Opinión David Ruipérez

Espías aficionados

La integración de las microcámaras con elementos decorativos o útiles corrientes y poco sospechosos te pone los pelos de punta.
Foto: Scott Webb/Pexels

Hoy se trata de sembrar desconfianza y miedo. En una escena de la tan amada como denostada película Torrente, el brazo tonto de la Ley aparece un chaval al que le pegan en el pecho con cinta aislante una tosca grabadora para después enviarle a grabar una conversación delatora de un grupo de narcotraficantes. De forma bastante más sutil que en la cinta de Santiago Segura, el cine nos ha permitido contemplar dispositivos de espionaje y grabación más o menos sofisticados, como micrófonos ocultos en distintos objetos cotidianos –al otro lado del telón de acero, tanto soviéticos como alemanes orientales eran maestros en este arte– o las célebres cámaras con el microfilm en su interior.

Los servicios secretos de muchas naciones se gastaron millonadas en ese tipo de dispositivos y no fueron pocos los que padecieron torturas o perdieron la vida cuando les descubrieron con ellos encima. Ahora, todos esos aparatos para grabar audio y/o video de forma discreta se venden por cantidades irrisorias en tiendas online en las que todos compramos. Metamos en el mismo saco del espionaje de andar por casa a esos rastreadores GPS que nos permiten conocer la ubicación de un vehículo u otro ser humano.

Cada vez más personas instalan discretas cámaras en su vivienda por temor a los intrusos o para cerciorarse de que una empleada del hogar o niñera cumple su cometido y no fisga, roba o se come la comida del frigo. ¿Resulta inmoral, un atentado contra la intimidad, o se trata de una mera y lógica precaución? Puede ser peor. Un reciente reportaje del compañero de El País, Jordi Pérez Colomé, ponía de manifiesto cómo los compradores de estos dispositivos a menudo confiesan sin pudor en los comentarios y valoraciones que emplean esas micro cámaras para espiar a esposas o novias de las que desconfían. Un afán de control o celos desbocados son comportamientos que bordean, si no sobrepasan, la frontera de la violencia de género.

Efectivamente, una vez se puede disimular una lente en todo tipo de objetos podemos ser víctimas fáciles de grabaciones que nos pongan en un apuro. Cualquiera puede actuar como el siniestro comisario Villarejo. La integración de las microcámaras con elementos decorativos o útiles corrientes y poco sospechosos te pone los pelos de punta. Un inocente detector de humo, los cargadores de móvil, pendrives, bolígrafos, un reloj, gafas e incuso un simple tornillo. Resultan prácticamente indetectables.

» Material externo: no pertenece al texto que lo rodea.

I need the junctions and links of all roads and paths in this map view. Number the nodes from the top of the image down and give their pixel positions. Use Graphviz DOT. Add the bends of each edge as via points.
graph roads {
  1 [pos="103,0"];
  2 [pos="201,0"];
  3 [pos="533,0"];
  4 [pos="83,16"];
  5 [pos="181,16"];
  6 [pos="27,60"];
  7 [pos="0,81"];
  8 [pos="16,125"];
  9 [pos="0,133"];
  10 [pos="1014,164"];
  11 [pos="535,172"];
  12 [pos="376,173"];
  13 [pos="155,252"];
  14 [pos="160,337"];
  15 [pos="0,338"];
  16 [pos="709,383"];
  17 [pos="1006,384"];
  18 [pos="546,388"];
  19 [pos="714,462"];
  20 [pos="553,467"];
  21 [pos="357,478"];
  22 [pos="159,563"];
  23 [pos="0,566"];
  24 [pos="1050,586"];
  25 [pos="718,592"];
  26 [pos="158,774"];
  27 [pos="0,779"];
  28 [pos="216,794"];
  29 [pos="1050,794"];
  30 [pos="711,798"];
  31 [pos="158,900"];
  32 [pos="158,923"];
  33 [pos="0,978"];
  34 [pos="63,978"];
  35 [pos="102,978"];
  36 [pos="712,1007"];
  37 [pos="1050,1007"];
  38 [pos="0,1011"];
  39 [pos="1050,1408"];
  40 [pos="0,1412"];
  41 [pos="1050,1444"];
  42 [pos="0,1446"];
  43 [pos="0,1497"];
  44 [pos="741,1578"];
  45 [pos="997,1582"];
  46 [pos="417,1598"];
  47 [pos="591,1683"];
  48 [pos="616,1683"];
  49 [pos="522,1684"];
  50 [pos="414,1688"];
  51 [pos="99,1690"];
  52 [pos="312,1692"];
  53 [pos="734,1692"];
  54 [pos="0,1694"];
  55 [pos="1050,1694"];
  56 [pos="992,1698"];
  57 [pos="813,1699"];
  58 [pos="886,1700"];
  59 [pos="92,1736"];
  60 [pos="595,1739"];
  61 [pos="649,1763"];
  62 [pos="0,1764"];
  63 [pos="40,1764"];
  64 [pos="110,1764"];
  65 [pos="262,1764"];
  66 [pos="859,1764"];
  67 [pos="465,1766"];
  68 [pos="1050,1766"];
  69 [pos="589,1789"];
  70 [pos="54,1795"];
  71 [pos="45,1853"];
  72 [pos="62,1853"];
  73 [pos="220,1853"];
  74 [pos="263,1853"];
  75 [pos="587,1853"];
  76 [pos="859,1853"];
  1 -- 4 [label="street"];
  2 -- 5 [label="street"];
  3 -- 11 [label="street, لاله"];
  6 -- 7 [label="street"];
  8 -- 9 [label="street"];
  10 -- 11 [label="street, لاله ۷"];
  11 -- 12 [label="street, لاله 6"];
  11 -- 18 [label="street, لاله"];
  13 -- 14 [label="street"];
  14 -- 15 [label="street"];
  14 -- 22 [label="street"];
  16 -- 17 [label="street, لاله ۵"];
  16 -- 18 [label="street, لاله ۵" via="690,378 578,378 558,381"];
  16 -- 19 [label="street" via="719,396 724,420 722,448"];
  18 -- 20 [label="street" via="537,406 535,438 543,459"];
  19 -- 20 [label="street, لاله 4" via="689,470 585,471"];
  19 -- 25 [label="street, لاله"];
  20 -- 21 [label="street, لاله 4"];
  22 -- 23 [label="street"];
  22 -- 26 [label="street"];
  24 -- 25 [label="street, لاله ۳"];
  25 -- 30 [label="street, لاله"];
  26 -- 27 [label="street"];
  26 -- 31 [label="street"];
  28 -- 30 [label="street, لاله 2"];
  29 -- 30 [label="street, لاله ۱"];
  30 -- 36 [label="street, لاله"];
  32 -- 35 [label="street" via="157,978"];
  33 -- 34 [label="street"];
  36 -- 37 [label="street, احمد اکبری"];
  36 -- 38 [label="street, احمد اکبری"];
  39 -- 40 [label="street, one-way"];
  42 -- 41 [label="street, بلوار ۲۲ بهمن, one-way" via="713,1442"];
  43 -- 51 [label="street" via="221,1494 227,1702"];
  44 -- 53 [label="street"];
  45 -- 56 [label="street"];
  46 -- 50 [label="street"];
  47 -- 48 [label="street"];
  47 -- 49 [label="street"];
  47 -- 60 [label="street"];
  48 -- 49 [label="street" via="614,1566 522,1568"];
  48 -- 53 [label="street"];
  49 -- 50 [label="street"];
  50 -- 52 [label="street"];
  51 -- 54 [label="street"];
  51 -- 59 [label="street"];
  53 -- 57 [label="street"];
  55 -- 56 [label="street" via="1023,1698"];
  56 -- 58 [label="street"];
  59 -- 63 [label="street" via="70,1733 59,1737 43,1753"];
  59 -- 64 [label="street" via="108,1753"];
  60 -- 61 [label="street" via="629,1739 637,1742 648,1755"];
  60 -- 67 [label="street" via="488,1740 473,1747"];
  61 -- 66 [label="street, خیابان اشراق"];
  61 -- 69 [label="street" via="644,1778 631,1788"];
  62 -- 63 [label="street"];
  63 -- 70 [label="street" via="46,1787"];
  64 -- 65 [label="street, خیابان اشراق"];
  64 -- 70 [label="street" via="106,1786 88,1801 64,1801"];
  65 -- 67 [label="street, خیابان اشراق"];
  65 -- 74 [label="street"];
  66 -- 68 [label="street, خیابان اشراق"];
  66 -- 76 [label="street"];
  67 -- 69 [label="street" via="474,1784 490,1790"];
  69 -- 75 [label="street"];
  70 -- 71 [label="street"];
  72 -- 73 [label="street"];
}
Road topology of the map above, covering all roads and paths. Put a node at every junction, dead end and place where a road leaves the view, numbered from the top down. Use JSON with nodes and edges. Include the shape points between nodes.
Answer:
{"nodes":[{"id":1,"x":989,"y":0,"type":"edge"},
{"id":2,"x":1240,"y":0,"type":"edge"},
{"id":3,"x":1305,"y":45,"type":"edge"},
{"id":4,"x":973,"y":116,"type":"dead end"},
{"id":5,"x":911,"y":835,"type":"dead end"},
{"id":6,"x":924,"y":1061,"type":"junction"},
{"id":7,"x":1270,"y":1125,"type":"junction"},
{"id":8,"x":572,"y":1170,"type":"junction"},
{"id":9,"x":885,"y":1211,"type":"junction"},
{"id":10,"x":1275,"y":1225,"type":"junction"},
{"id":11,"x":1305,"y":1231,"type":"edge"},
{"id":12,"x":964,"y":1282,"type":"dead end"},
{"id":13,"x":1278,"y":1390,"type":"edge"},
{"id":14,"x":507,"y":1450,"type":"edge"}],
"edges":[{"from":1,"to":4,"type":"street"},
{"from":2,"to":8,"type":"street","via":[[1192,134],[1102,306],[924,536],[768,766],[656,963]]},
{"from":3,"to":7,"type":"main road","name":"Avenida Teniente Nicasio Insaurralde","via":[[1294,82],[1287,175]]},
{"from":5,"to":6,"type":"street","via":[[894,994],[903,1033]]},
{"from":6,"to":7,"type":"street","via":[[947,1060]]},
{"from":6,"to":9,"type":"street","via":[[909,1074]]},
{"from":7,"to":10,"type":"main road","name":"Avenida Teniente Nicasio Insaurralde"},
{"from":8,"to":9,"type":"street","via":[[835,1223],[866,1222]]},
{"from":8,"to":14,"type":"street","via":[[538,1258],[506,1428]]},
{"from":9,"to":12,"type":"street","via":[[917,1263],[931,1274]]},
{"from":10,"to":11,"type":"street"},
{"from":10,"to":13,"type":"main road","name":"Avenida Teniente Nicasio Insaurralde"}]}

En resumen, cualquiera que quiera hacerlo puede grabarnos y hundirnos la vida. Estamos desprotegidos frente a los desaprensivos. Pero ni siquiera hace falta que un aprendiz de espía nos la quiera jugar, los mismos audios de WhatsApp que se filtran, simples conversaciones habladas o escritas no gozan del privilegio de la intimidad o la confianza… Todo deja huella y muchos poderosos han caído tras protagonizar sonadas “exclusivas” periodísticas (más bien filtraciones de sus enemigos) basadas en conversaciones comprometidas.

Esperemos que nuestra vida siga sin interesar demasiado a nadie, esperemos no ser grabados ni exhibidos en calzoncillos, esperemos que alguien no tenga ganas de arruinarnos la vida, porque el freno para hacerlo lo impone la moral, la decencia y la ética, no el hecho de que sea complicado –ni caro– adquirir el dichoso dispositivo.